The following is a near-verbatim transcript of today’s noon briefing by Michèle Montas, Spokesperson for the Secretary-General.

Good afternoon all.

**Guest at noon

The guest at the noon briefing today is Mr. Ibrahim Gambari, Special Adviser to the Secretary-General on the International Compact with Iraq, who will be briefing you on the launch of the International Compact with Iraq last week in Sharm el-Sheikh and a follow-up to that launch.

**Statement on Chad/Sudan

This is a statement attributable to the Spokesperson for the Secretary-General.

The Secretary-General welcomes the bilateral agreement between Chad and Sudan, signed in Riyadh on 3 May 2007 by presidents Idriss Déby and Omer Al-Bashir, under the auspices of the Custodian of the Two Holy Mosques, King Abdullah bin Abdulaziz of Saudi Arabia. The agreement is a positive step towards normalizing the relations between Chad and Sudan, which is a very important factor in resolving the tragic conflicts in both Darfur and Eastern Chad. It is now crucial for the parties to honour their agreements and, in close collaboration with the United Nations and the African Union, to work together to achieve lasting peace and stability.

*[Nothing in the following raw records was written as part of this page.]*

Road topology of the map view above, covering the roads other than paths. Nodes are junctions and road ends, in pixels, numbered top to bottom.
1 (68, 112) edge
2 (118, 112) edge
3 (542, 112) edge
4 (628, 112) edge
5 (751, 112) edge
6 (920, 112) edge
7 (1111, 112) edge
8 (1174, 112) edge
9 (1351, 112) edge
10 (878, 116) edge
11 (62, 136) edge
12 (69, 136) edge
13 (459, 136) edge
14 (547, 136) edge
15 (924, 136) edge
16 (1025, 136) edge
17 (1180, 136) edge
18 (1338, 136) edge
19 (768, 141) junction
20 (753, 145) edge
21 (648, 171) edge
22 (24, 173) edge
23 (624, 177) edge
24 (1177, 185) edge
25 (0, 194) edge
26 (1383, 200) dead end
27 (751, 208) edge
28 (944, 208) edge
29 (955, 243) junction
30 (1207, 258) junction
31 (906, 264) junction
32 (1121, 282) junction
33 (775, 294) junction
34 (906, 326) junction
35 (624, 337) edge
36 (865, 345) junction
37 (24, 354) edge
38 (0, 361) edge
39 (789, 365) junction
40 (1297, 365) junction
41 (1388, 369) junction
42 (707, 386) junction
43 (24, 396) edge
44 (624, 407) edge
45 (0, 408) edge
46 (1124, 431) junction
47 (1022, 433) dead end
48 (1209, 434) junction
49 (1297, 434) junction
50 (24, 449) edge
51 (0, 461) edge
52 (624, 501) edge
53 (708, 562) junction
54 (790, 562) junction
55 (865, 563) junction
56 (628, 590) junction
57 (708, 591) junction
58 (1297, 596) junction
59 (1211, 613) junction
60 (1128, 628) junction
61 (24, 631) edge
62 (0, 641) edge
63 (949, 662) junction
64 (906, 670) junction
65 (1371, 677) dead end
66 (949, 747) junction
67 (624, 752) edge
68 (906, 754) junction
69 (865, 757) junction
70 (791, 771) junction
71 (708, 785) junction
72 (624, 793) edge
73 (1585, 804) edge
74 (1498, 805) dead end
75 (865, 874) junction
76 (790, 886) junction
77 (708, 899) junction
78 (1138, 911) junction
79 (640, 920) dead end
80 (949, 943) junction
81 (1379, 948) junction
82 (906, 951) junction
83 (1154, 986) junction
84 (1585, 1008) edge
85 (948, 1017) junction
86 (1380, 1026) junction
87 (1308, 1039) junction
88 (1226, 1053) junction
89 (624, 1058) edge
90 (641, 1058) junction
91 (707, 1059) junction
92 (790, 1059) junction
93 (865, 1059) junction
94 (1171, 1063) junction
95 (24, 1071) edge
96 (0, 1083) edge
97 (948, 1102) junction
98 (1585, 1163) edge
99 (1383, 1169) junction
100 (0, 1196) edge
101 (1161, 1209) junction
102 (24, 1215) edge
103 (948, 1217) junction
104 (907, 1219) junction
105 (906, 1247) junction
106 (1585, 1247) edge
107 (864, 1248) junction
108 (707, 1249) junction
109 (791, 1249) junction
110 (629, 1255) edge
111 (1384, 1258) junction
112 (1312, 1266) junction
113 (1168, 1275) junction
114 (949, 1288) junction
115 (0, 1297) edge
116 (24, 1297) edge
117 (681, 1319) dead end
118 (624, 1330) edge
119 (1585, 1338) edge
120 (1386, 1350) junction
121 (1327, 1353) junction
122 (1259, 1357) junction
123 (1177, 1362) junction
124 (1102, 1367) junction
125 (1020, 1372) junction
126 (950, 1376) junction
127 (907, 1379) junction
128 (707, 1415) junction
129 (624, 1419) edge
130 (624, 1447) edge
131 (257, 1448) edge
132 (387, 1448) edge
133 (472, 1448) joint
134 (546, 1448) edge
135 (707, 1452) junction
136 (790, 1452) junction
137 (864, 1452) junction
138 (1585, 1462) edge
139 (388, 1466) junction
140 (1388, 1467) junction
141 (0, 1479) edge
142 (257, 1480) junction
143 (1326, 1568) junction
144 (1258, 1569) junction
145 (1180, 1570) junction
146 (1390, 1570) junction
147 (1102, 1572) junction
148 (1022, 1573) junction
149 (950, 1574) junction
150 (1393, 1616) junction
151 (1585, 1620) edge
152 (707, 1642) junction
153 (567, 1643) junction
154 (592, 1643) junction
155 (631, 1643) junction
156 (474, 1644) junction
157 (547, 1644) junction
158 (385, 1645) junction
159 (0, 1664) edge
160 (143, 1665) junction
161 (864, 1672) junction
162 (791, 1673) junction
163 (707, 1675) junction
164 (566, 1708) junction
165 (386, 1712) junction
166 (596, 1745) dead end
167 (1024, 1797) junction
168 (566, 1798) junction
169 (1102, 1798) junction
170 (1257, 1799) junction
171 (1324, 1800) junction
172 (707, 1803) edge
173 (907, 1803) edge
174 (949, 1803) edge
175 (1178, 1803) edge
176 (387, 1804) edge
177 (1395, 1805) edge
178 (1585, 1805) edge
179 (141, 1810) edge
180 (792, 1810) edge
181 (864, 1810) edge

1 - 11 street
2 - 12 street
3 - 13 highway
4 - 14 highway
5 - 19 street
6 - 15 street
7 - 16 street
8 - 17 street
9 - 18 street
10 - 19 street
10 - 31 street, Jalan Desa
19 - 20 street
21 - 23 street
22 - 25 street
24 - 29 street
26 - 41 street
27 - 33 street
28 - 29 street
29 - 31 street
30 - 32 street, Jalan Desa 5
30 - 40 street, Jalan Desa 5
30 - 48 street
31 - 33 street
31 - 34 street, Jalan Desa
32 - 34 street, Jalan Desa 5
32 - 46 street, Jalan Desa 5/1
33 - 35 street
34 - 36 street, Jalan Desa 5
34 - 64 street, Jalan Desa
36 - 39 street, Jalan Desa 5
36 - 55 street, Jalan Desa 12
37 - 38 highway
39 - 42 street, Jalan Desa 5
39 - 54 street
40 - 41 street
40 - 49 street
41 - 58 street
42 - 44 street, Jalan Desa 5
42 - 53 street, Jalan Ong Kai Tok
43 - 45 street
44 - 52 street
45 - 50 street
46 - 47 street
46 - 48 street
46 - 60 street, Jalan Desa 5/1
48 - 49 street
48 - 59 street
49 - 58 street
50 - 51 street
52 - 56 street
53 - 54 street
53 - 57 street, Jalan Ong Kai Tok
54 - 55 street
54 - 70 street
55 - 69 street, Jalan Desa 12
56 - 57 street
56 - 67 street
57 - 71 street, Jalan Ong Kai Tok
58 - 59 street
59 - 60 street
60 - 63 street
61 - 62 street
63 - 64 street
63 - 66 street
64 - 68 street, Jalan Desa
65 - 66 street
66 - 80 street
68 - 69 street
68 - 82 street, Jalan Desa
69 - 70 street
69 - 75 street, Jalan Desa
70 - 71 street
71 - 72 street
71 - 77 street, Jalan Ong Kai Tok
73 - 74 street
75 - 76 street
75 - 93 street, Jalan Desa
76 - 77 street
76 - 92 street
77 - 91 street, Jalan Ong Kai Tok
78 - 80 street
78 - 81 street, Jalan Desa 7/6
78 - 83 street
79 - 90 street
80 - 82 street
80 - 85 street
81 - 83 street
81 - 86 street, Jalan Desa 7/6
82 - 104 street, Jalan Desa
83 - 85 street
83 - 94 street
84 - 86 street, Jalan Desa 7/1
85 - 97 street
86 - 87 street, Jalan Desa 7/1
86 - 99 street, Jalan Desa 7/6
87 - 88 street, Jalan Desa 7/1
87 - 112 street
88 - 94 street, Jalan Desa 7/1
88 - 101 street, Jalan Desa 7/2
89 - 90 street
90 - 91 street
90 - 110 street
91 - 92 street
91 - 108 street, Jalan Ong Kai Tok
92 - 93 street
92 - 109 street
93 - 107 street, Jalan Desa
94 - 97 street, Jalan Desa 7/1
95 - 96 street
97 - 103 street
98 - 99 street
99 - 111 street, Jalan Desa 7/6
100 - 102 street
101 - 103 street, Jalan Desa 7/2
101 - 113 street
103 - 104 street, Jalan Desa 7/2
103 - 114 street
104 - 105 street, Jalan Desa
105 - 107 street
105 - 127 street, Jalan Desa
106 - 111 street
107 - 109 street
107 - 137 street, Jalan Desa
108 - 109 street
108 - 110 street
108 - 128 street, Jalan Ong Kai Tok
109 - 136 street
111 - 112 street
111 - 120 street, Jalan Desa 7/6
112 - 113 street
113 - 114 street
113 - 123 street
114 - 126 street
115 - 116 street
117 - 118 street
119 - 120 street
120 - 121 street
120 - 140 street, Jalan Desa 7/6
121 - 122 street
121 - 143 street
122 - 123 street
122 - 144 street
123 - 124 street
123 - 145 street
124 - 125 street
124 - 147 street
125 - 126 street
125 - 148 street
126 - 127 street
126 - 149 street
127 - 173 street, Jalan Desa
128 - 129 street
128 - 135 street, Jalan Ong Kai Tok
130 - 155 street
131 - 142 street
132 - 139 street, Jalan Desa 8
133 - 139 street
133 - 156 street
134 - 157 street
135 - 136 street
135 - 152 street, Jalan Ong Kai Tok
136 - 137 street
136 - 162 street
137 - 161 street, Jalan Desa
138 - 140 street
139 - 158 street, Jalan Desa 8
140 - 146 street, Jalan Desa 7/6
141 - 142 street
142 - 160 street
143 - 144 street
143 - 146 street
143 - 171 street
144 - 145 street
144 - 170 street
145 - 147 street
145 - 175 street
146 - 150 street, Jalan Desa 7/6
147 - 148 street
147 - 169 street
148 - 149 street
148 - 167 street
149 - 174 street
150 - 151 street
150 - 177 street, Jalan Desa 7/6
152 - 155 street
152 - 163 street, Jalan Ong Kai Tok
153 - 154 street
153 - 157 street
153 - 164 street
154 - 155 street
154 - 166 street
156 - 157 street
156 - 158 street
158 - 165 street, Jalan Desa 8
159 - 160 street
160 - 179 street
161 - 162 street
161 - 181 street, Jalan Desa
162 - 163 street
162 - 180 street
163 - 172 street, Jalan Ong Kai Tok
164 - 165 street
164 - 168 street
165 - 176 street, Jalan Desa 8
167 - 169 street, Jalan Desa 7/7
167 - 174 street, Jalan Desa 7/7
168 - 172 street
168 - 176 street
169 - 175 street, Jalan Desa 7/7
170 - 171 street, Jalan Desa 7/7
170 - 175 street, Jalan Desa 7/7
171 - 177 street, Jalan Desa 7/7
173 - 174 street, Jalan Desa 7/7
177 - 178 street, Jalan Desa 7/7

The Secretary-General warmly welcomes the efforts of the King of Saudi Arabia to facilitate the conclusion of this agreement, and commends his constructive role in addressing the overall situation in the region.

**Statement on Gaza

Another statement attributable to the Spokesperson for the Secretary-General:

The Secretary-General is deeply disturbed over yesterday's violent incident outside a UN Relief and Works Agency (UNRWA) school in the Gaza Strip, in which one person was killed and eight injured, including two UNRWA schoolchildren. This is the latest of a series of intra-Palestinian clashes that have claimed innocent and unarmed victims. He calls on the Palestinian National Unity Government to exercise its responsibility to ensure law and order, including the protection of humanitarian organizations such as UNRWA that deliver vital services to the people of Gaza.

The Secretary-General also calls on the Palestinian Authority to take all actions needed to halt immediately the firing of rockets against Israeli population centres, which by definition target civilians.

**Statement on Alvaro de Soto

Another statement attributable to the Spokesperson for the Secretary-General:

As Alvaro de Soto concludes his service to the United Nations today after 25 years of dedicated work for the Organization, the Secretary-General wishes to express his profound gratitude for Mr. de Soto’s outstanding service.

During a distinguished career both at UN headquarters and in the field, the diplomatic talents of Under-Secretary-General Alvaro de Soto were in high demand around the world, from El Salvador to Myanmar, Cyprus to Western Sahara and, most recently, in the search for peace in the Middle East.

Of particular note was the decisive mark that Mr. de Soto made in the Central American peace process. The agreements he helped to broker in El Salvador not only brought a better future to the people of that country, but also became a model for UN peacemaking efforts elsewhere. Mr. de Soto’s contributions to the development of UN practices in conflict mediation and resolution will be a lasting part of his legacy to the United Nations.

The Secretary-General joins UN staff in wishing him the very best in his future endeavours.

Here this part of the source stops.